**Problem requirements**
Retype the entries below word for word, leaving none out.

*** Opening Listed records ***

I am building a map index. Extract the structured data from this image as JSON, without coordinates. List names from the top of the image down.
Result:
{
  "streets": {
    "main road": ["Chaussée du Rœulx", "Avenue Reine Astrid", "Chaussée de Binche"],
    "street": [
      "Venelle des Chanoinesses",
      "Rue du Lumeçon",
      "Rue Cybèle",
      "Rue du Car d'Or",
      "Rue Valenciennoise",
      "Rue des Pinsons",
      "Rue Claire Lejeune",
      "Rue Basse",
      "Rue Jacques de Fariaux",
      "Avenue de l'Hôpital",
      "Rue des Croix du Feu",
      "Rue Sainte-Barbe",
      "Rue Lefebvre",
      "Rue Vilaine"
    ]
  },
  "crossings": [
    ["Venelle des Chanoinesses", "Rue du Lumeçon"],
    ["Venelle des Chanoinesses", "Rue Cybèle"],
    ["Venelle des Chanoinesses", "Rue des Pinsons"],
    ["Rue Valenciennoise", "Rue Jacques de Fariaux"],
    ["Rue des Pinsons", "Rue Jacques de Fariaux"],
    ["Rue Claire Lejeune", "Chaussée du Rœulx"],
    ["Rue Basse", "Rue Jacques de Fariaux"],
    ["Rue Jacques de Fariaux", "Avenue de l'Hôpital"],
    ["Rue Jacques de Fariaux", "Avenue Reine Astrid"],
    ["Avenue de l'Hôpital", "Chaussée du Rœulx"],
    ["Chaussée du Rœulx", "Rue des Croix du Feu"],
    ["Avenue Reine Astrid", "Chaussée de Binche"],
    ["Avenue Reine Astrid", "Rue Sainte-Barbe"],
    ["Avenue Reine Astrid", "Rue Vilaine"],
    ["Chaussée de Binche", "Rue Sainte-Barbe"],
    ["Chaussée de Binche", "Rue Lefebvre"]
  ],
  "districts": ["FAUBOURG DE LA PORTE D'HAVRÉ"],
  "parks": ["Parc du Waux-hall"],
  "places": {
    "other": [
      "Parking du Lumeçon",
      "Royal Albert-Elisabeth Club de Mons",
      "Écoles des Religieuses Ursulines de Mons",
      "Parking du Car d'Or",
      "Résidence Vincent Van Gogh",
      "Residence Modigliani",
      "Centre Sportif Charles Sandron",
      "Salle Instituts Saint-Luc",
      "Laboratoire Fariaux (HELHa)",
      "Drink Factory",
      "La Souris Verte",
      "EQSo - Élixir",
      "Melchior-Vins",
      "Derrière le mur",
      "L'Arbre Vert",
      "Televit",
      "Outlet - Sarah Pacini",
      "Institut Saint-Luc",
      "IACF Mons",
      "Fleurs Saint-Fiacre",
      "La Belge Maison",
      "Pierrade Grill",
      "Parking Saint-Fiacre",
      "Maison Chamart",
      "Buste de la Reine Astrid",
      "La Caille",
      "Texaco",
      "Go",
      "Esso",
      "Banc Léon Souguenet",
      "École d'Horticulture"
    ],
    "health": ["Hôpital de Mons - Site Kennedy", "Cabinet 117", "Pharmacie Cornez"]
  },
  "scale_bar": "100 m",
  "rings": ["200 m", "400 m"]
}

*** Closing Listed records ***

**Solution to this exercise**
I am building a map index. Extract the structured data from this image as JSON, without coordinates. List names from the top of the image down.
Result:
{
  "streets": {
    "main road": ["Chaussée du Rœulx", "Avenue Reine Astrid", "Chaussée de Binche"],
    "street": [
      "Venelle des Chanoinesses",
      "Rue du Lumeçon",
      "Rue Cybèle",
      "Rue du Car d'Or",
      "Rue Valenciennoise",
      "Rue des Pinsons",
      "Rue Claire Lejeune",
      "Rue Basse",
      "Rue Jacques de Fariaux",
      "Avenue de l'Hôpital",
      "Rue des Croix du Feu",
      "Rue Sainte-Barbe",
      "Rue Lefebvre",
      "Rue Vilaine"
    ]
  },
  "crossings": [
    ["Venelle des Chanoinesses", "Rue du Lumeçon"],
    ["Venelle des Chanoinesses", "Rue Cybèle"],
    ["Venelle des Chanoinesses", "Rue des Pinsons"],
    ["Rue Valenciennoise", "Rue Jacques de Fariaux"],
    ["Rue des Pinsons", "Rue Jacques de Fariaux"],
    ["Rue Claire Lejeune", "Chaussée du Rœulx"],
    ["Rue Basse", "Rue Jacques de Fariaux"],
    ["Rue Jacques de Fariaux", "Avenue de l'Hôpital"],
    ["Rue Jacques de Fariaux", "Avenue Reine Astrid"],
    ["Avenue de l'Hôpital", "Chaussée du Rœulx"],
    ["Chaussée du Rœulx", "Rue des Croix du Feu"],
    ["Avenue Reine Astrid", "Chaussée de Binche"],
    ["Avenue Reine Astrid", "Rue Sainte-Barbe"],
    ["Avenue Reine Astrid", "Rue Vilaine"],
    ["Chaussée de Binche", "Rue Sainte-Barbe"],
    ["Chaussée de Binche", "Rue Lefebvre"]
  ],
  "districts": ["FAUBOURG DE LA PORTE D'HAVRÉ"],
  "parks": ["Parc du Waux-hall"],
  "places": {
    "other": [
      "Parking du Lumeçon",
      "Royal Albert-Elisabeth Club de Mons",
      "Écoles des Religieuses Ursulines de Mons",
      "Parking du Car d'Or",
      "Résidence Vincent Van Gogh",
      "Residence Modigliani",
      "Centre Sportif Charles Sandron",
      "Salle Instituts Saint-Luc",
      "Laboratoire Fariaux (HELHa)",
      "Drink Factory",
      "La Souris Verte",
      "EQSo - Élixir",
      "Melchior-Vins",
      "Derrière le mur",
      "L'Arbre Vert",
      "Televit",
      "Outlet - Sarah Pacini",
      "Institut Saint-Luc",
      "IACF Mons",
      "Fleurs Saint-Fiacre",
      "La Belge Maison",
      "Pierrade Grill",
      "Parking Saint-Fiacre",
      "Maison Chamart",
      "Buste de la Reine Astrid",
      "La Caille",
      "Texaco",
      "Go",
      "Esso",
      "Banc Léon Souguenet",
      "École d'Horticulture"
    ],
    "health": ["Hôpital de Mons - Site Kennedy", "Cabinet 117", "Pharmacie Cornez"]
  },
  "scale_bar": "100 m",
  "rings": ["200 m", "400 m"]
}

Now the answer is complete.